* [Task brief]:
Copy each line that includes the string "nodes" from the material into your answer.

* [Data to use]:
....

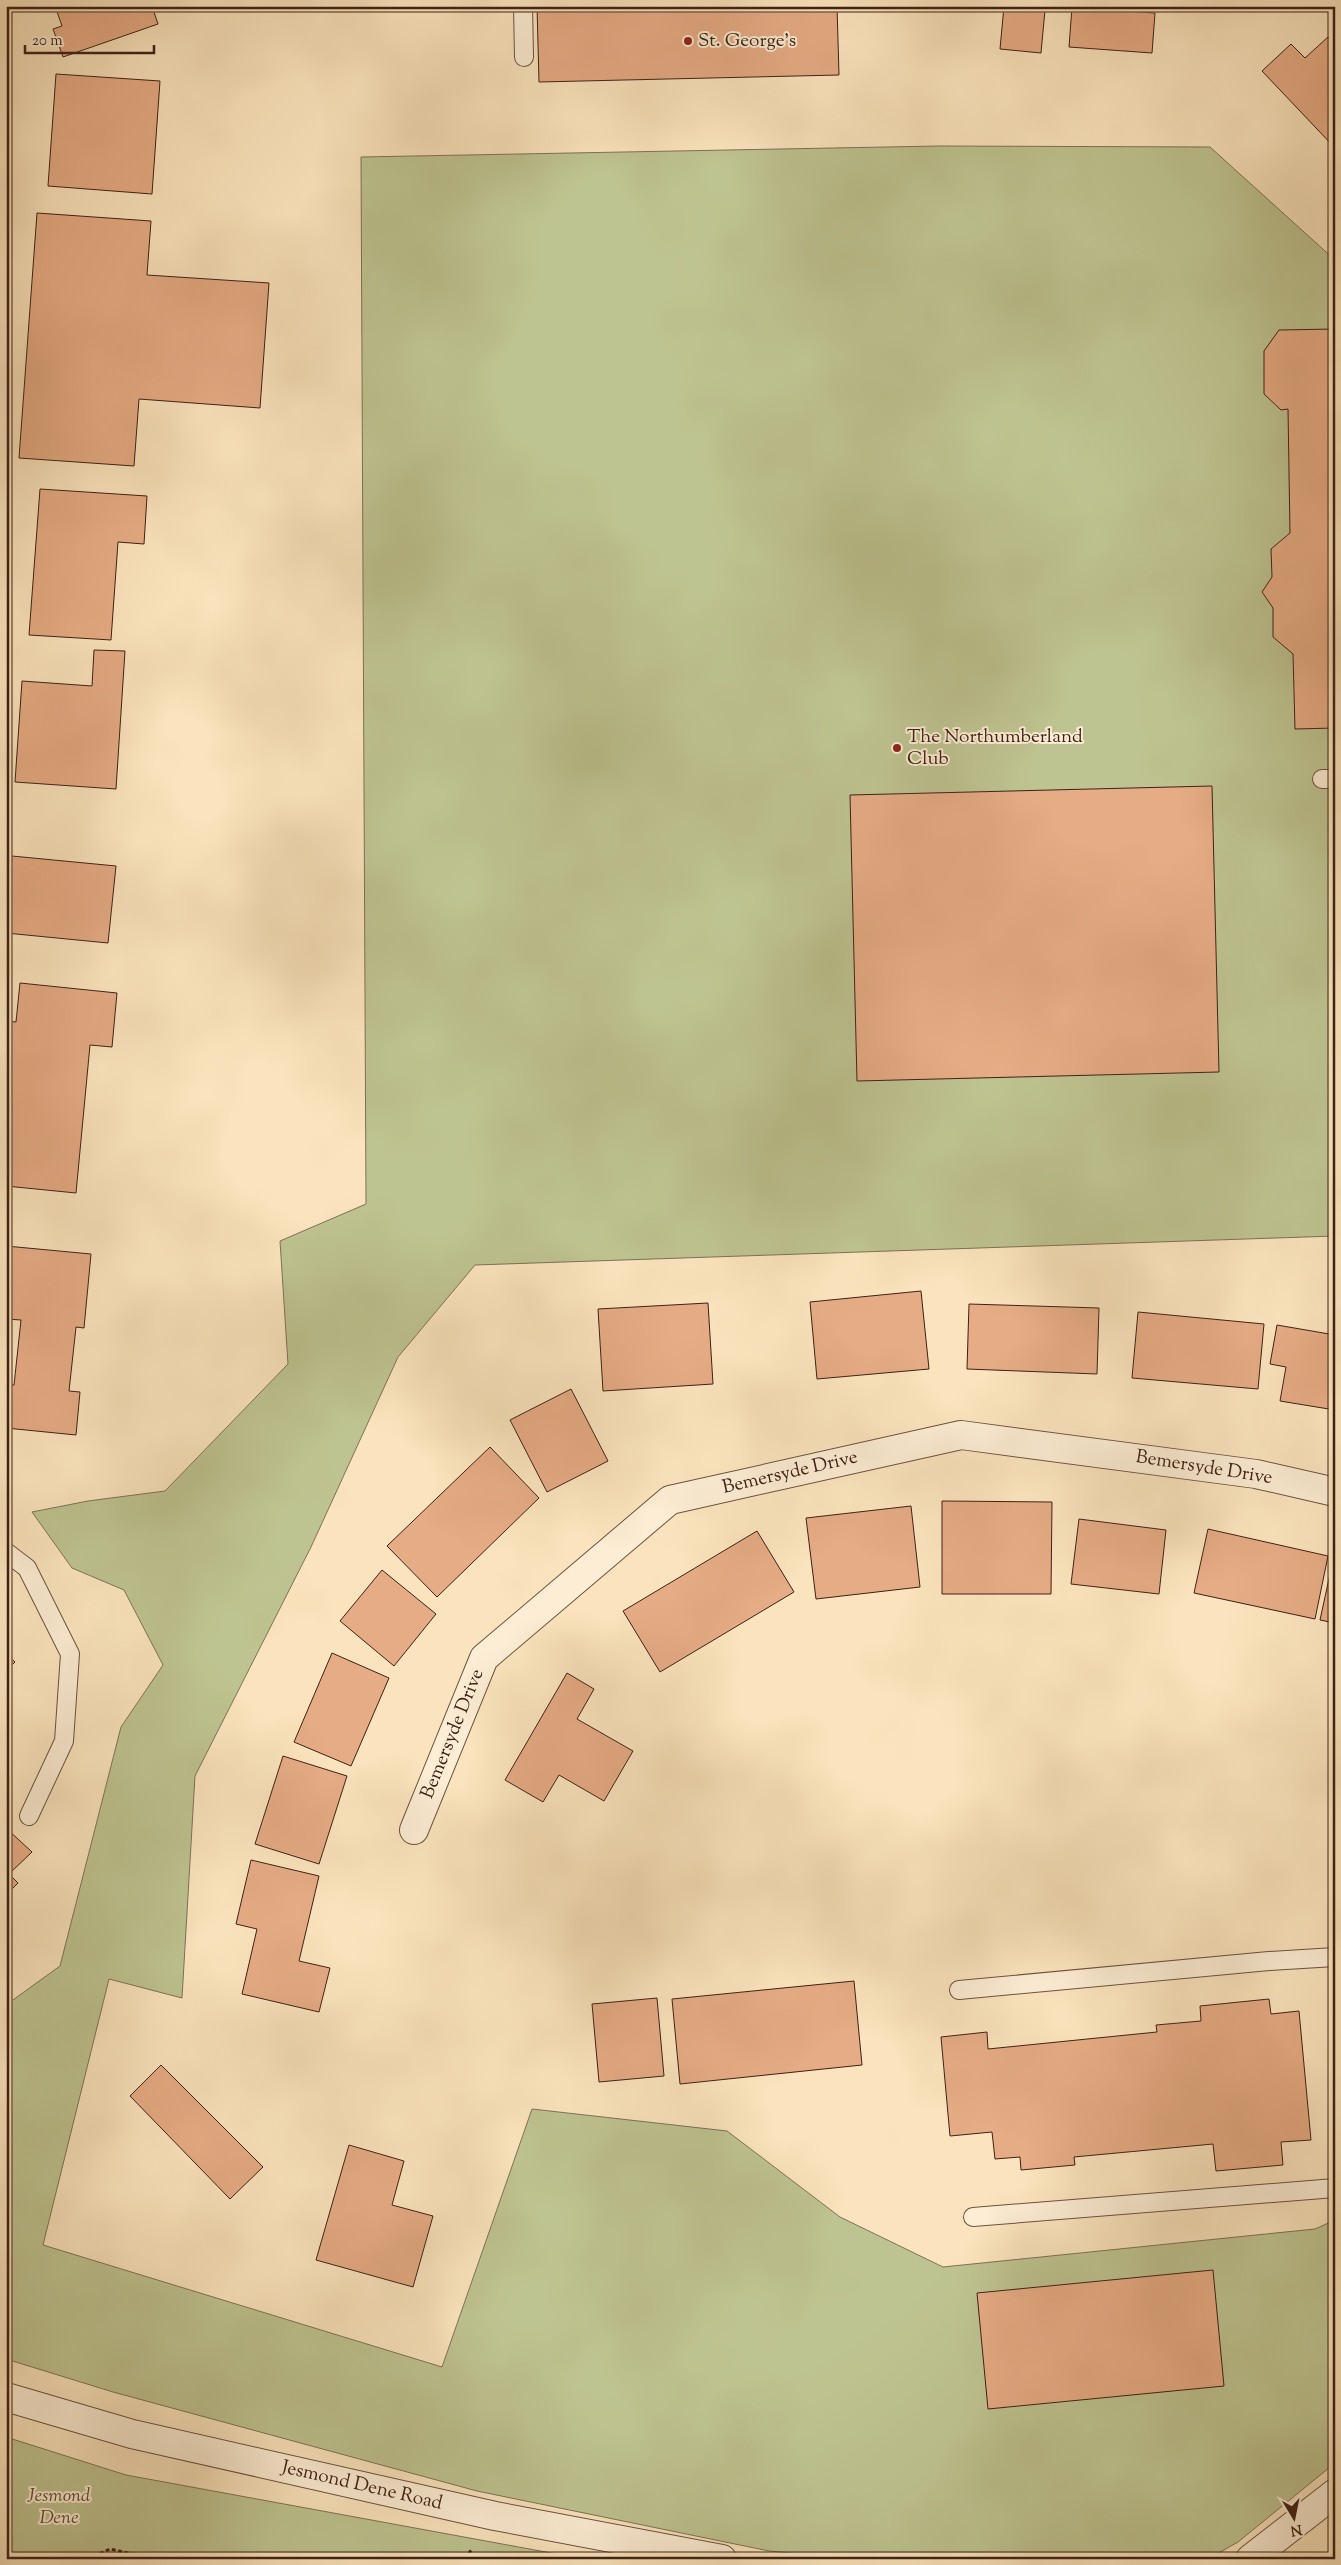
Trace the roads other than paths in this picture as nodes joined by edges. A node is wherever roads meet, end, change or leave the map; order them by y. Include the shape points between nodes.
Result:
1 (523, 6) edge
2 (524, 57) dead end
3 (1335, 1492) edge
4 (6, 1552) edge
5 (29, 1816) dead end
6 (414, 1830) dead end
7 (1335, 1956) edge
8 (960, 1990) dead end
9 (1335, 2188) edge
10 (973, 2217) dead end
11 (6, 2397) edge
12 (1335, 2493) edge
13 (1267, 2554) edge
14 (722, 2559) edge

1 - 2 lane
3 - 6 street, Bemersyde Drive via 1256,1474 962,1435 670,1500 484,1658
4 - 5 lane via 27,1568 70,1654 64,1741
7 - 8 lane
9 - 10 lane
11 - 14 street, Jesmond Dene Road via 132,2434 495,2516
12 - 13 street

....

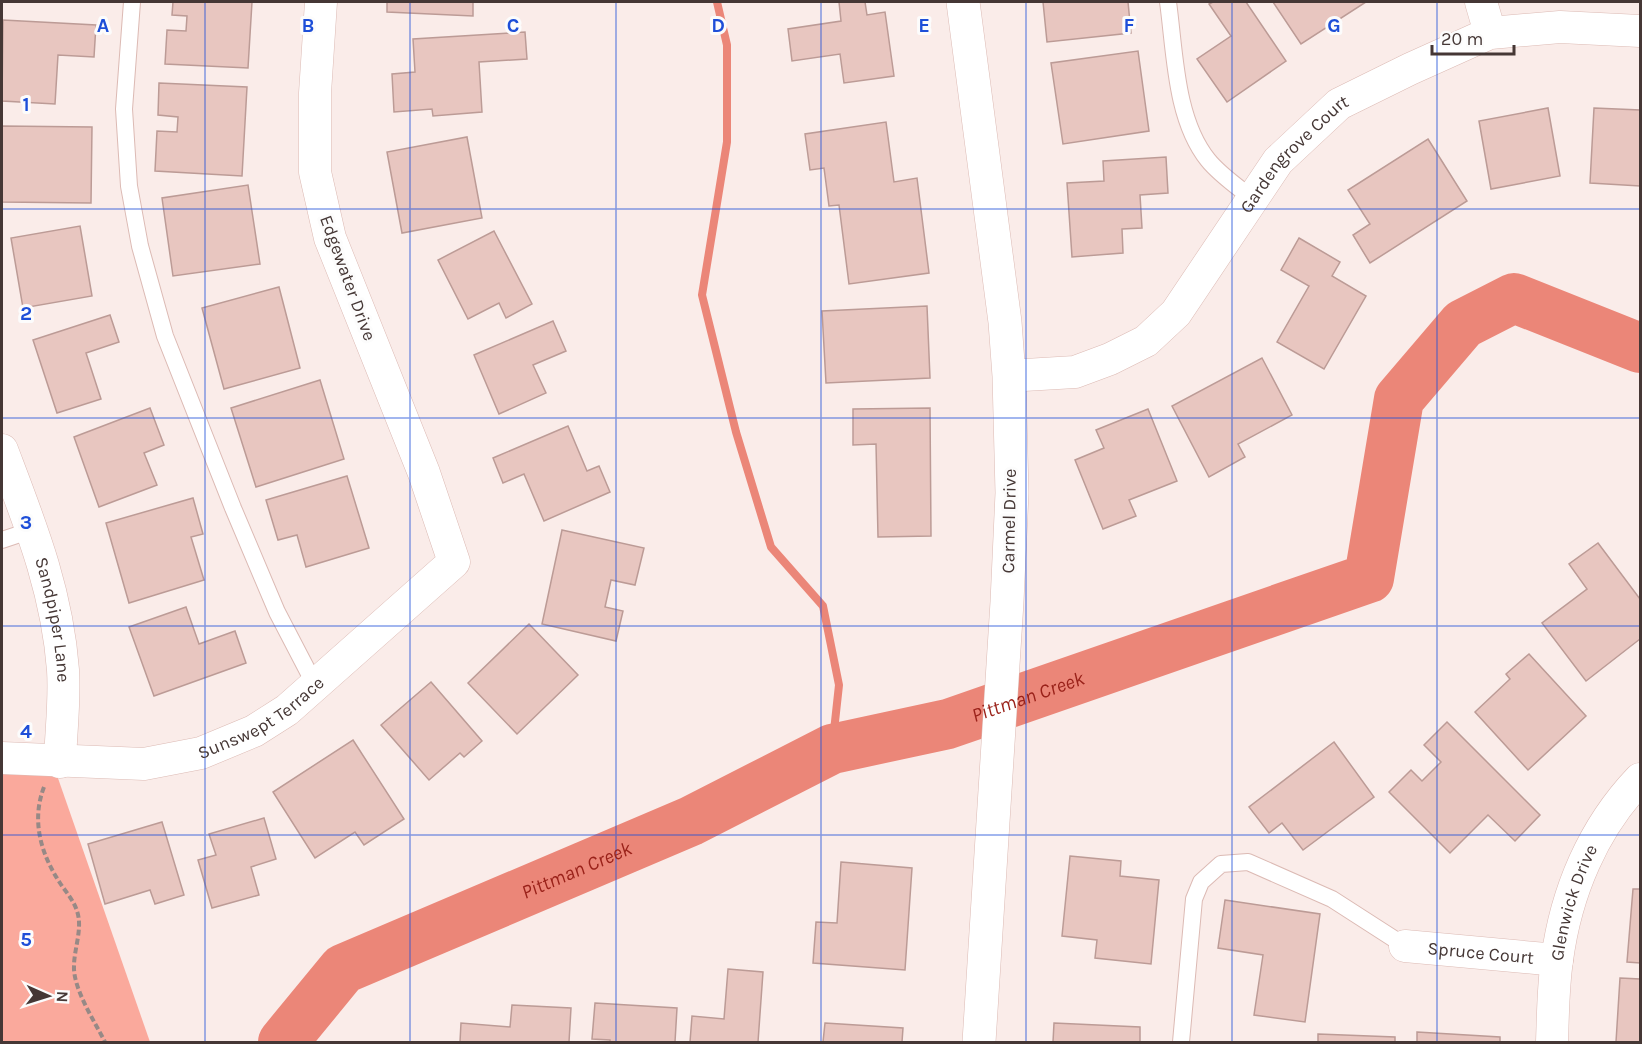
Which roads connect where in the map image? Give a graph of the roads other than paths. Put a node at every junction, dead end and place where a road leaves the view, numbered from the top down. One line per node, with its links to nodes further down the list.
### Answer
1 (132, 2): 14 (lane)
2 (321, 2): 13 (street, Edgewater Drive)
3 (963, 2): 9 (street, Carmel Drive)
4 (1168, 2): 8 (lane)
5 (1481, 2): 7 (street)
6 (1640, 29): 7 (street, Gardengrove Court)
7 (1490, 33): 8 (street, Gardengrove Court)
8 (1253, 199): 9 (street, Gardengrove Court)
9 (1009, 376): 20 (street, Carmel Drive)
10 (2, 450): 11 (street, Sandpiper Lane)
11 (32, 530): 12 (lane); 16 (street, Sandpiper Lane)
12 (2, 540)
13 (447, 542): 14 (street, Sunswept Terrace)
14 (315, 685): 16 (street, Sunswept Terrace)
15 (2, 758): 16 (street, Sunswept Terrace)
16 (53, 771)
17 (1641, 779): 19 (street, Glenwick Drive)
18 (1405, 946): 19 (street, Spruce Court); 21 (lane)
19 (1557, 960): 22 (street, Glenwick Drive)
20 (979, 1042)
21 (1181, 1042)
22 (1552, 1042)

....

* [Response to the task]:
Trace the roads other than paths in this picture as nodes joined by edges. A node is wherever roads meet, end, change or leave the map; order them by y. Include the shape points between nodes.
Which roads connect where in the map image? Give a graph of the roads other than paths. Put a node at every junction, dead end and place where a road leaves the view, numbered from the top down. One line per node, with its links to nodes further down the list.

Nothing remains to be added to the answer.